Neuromyelitis optica spectrum disorders: still evolving and broadening.

机构信息

Department of Multiple Sclerosis Therapeutics, Fukushima Medical University School of Medicine and Southern TOHOKU Research Institute for Neuroscience, Koriyama, Japan.

出版信息

Curr Opin Neurol. 2019 Jun;32(3):385-394. doi: 10.1097/WCO.0000000000000694.

Abstract

PURPOSE OF REVIEW

The diagnostic criteria of neuromyelitis optica spectrum disorders (NMOSD) has been revised in the past 20 years and pathological and therapeutic data have been accumulated. This review provides an overview of evolution and broadening of the concept of NMOSD.

RECENT FINDINGS

NMOSD encompassing brain syndrome as well as optic neuritis and acute myelitis is now classified into aquaporine-4 (AQP)-antibody-seropositive and aquaporine-4 (AQP)-antibody-seronegative diseases, detecting more patients earlier than before. Seronegative NMOSD includes cases of myelin oligodendrocyte glycoprotein (MOG)-antibody-seropositive disease with its unique clinical spectrum somewhat different from AQP4-antibody-seropositive NMOSD. Pathologically, NMOSD includes AQP4-antibody-seropositive autoimmune astrocytopathic disease and MOG-antibody-seropositive inflammatory demyelinating disease.

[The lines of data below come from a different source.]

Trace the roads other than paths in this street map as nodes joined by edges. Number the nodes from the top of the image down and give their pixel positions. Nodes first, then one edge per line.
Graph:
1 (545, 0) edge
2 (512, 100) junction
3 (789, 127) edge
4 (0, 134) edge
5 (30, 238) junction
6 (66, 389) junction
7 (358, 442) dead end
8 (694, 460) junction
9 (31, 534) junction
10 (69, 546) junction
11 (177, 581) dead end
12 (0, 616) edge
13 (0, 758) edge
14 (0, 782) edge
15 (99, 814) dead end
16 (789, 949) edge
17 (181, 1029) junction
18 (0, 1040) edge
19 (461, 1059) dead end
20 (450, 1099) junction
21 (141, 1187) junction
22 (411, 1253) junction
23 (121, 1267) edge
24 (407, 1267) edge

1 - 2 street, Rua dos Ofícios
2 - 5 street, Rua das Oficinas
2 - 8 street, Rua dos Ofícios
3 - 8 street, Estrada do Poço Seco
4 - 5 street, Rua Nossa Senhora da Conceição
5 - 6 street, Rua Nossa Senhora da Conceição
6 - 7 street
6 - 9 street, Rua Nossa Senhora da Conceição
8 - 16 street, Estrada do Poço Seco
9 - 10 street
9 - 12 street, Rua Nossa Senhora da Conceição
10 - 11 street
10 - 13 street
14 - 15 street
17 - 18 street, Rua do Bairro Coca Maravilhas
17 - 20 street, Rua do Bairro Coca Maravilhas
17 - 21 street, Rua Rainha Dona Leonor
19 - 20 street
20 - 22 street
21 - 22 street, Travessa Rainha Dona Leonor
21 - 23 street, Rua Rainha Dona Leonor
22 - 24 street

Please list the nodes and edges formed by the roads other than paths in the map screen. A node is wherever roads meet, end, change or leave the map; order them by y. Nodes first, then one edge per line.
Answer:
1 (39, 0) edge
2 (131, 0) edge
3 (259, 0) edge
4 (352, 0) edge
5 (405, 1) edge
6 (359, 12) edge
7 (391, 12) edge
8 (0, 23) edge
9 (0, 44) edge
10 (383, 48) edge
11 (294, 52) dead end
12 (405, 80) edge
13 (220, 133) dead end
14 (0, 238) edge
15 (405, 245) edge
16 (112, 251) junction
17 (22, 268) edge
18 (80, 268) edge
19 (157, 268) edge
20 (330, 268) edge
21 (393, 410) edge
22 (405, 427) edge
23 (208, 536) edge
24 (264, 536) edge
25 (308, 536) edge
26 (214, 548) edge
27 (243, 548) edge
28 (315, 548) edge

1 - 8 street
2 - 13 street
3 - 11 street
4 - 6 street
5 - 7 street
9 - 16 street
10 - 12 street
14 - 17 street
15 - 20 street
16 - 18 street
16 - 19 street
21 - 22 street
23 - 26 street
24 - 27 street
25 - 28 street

Double seronegative group needs further research. Therapeutic options of NMOSD has taken shape and first-ever clinical trials of monoclonal antibodies have been done. In retrospect, relapsing NMO in the studies preceding the discovery of AQP4-antibody had features of AQP4-antibody-seropositive NMO whereas monophasic NMO was similar to AQP4-antibody-seronegative/MOG-antibody-seropositive NMO.

SUMMARY

The clinical, pathological and therapeutic concepts of NMOSD have evolved and broadened over the last two decades following the detection of AQP4 antibodies and MOG antibodies in the patients. Double seronegative NMOSD is a current research focus, but now we may need to reconsider how NMOSD should be defined.

摘要

目的综述

视神经脊髓炎谱系疾病(NMOSD)的诊断标准在过去 20 年中经历了修订,同时也积累了病理学和治疗数据。本文综述了 NMOSD 概念的演变和扩展。

最新发现

NMOSD 涵盖了脑病综合征以及视神经炎和急性脊髓炎,现在分为水通道蛋白 4(AQP4)-抗体阳性和水通道蛋白 4(AQP4)-抗体阴性疾病,可以比以前更早地发现更多的患者。血清阴性 NMOSD 包括髓鞘少突胶质细胞糖蛋白(MOG)-抗体阳性疾病,其独特的临床谱与 AQP4 抗体阳性 NMOSD 略有不同。从病理学角度来看,NMOSD 包括 AQP4 抗体阳性自身免疫性星形胶质细胞病和 MOG 抗体阳性炎症性脱髓鞘病。双阴性组需要进一步研究。NMOSD 的治疗选择已经形成,并且已经进行了首个单克隆抗体的临床试验。回顾过去,在发现 AQP4 抗体之前的研究中,复发性 NMO 具有 AQP4 抗体阳性 NMO 的特征,而单相 NMO 与 AQP4 抗体阴性/MOG 抗体阳性 NMO 相似。

总结

在发现 AQP4 抗体和 MOG 抗体后,NMOSD 的临床、病理和治疗概念在过去 20 年中得到了发展和扩展。双阴性 NMOSD 是当前的研究重点,但现在我们可能需要重新考虑如何定义 NMOSD。